Signs of Alcohol Use Disorder

The earliest genes were
typically identified as a result of family-based analyses. In most cases, studies
recruited families having multiple members with alcohol dependence; such families
are likely to segregate variants that affect the risk of alcohol dependence. The
most common initial approach was linkage analysis, in which markers throughout the
genome were measured to identify chromosomal regions that appeared to segregate with
disease across many families. Linkage studies are relatively robust to population
differences in allele frequencies (because they test within-family inheritance), and
can find a signal even if different variants in the same gene or region are
responsible for the risk in different families.

Recognizing alcoholism as a disease promotes early intervention, access to appropriate healthcare services, and ongoing support for people struggling with AUD. While alcohol addiction isn’t entirely preventable, specific measures can reduce its risk. The environment in which people live and work heavily affects their attitudes and drinking behaviors.

Addressing Alcoholism: Prevention and Treatment

In other words, psychology and home environment likely have a significant impact on how alcoholism is passed down through families. Although it can be hard to separate the different causes from each other, there is solid evidence that genes play a role. Other studies on children of alcoholics have found links between having an alcoholic parent, and problems like depression, anxiety, and low self-esteem. There are also countless environmental factors (work, stress, relationships) that may lead to alcoholism.

is alcoholism genetic or hereditary

Research using family, adoption, and twin studies was the first to demonstrate the role of genetics in AUD. The Australian twin-family study of alcohol use disorder (OZALC) found a greater concordance of alcohol dependence in monozygotic (56% for males) compared to dizygotic twins (33% for males) and a heritability estimate of 64% (Heath et al., 1997).
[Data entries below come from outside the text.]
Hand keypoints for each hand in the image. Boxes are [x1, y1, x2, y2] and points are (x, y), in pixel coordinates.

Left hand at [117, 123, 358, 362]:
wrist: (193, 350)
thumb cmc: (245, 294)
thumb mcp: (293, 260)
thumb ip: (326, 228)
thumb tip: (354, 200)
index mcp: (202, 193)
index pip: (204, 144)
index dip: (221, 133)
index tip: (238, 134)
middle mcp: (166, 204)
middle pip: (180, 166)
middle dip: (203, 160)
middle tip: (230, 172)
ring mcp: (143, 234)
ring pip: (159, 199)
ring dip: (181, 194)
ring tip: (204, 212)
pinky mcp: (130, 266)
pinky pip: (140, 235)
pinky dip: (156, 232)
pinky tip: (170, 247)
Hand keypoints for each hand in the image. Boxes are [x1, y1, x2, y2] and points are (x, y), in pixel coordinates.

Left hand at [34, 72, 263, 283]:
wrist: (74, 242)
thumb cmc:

More recent twin studies have established that AUD heritability ranges from 40% to 70% (Enoch and Goldman, 2001; Agrawal and Lynskey, 2008; Kendler et al., 2012) , with similar heritability estimates in both males and females (Heath et al., 1997; Prescott et al., 1999).

Is Alcoholism Genetic? Making the Right Choice About Drinking Is Key.
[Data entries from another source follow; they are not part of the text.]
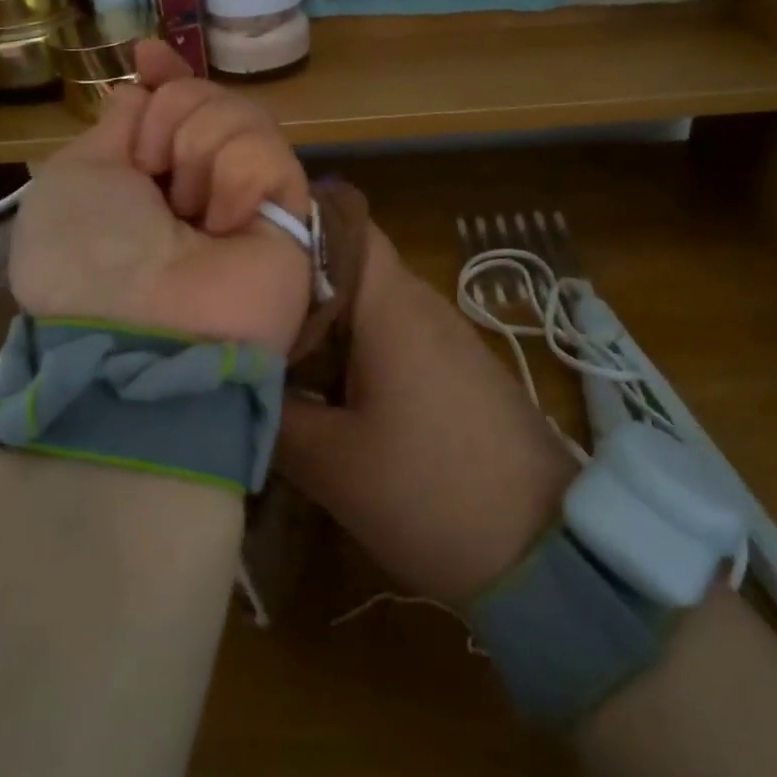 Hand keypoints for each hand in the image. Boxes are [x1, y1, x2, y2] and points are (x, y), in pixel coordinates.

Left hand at [8, 40, 310, 353]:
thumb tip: (141, 90)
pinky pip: (270, 152)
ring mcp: (244, 197)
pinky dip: (237, 177)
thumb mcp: (72, 179)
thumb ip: (113, 127)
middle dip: (172, 118)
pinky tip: (222, 223)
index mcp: (144, 178)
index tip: (148, 54)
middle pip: (205, 98)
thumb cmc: (86, 255)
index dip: (165, 76)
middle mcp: (195, 183)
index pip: (171, 106)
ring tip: (188, 209)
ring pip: (241, 114)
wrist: (137, 328)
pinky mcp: (289, 212)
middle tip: (154, 170)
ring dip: (200, 148)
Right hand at [275, 227, 581, 604]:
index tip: (241, 252)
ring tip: (271, 358)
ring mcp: (444, 338)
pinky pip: (392, 340)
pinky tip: (325, 395)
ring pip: (367, 307)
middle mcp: (421, 305)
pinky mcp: (455, 371)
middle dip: (292, 287)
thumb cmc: (430, 493)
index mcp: (392, 307)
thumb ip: (272, 412)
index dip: (291, 225)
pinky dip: (352, 354)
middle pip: (347, 267)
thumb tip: (232, 379)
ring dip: (322, 327)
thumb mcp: (332, 462)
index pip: (341, 224)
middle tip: (238, 317)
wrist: (544, 552)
Recent investigations of the intersection of AUD with epidemiological factors and comorbid psychiatric disorders indicate the high and rising prevalence of AUD in the United States. Furthermore, AUD frequently co-occurs with other psychiatric disorders, including mood and anxiety disorders (Regier et al., 1990), post-traumatic stress disorder (Sampson et al., 2015), and other substance use disorders (Kessler et al., 1997). These data highlight the heterogeneity of AUD and overlap with other psychiatric disorder that often also have strong genetic heritability estimates. Although genes and family history seem to play a significant role in alcohol addiction, they are far from the only factors. Alcohol use disorder ultimately develops from an interaction between alcohol and your brain chemistry.
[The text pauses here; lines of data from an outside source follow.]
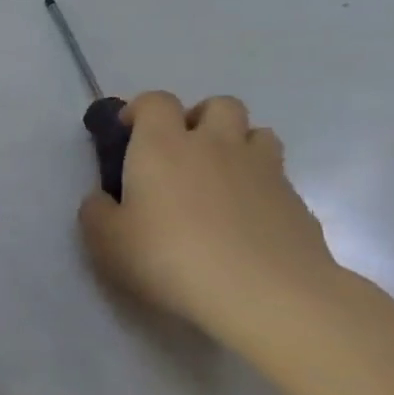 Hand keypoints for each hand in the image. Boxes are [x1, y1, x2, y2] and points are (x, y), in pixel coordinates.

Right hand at [77, 92, 341, 349]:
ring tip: (215, 180)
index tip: (127, 134)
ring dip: (235, 145)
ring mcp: (263, 170)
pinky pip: (274, 176)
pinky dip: (256, 185)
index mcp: (162, 147)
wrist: (265, 293)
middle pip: (218, 105)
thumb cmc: (168, 258)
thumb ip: (97, 210)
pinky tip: (242, 220)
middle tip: (178, 154)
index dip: (140, 110)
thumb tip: (104, 197)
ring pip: (256, 133)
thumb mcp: (105, 239)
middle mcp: (215, 145)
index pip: (156, 101)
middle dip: (197, 119)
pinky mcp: (296, 200)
  • Ethanol is metabolized largely in the liver by alcohol dehydrogenases (ADH) to the toxic acetaldehyde which is then converted to acetate by aldehyde dehydrogenases (ALDH), primarily by the mitochondrial enzyme ALDH2.
  • It is hoped that such information will ultimately lead to improved prevention and treatment efforts.
  • The link between genotype and phenotype is likely also confounded by multidimensional gene-gene interactions, the magnitudes of which depend on allele frequencies (Mackay 2014).
  • Further, most clinical trials and behavioral studies have focused on individual substances, rather than addiction more broadly.
  • Researchers from the IU Alcohol Research Center used animal models to explore the genetics of alcohol use disorder.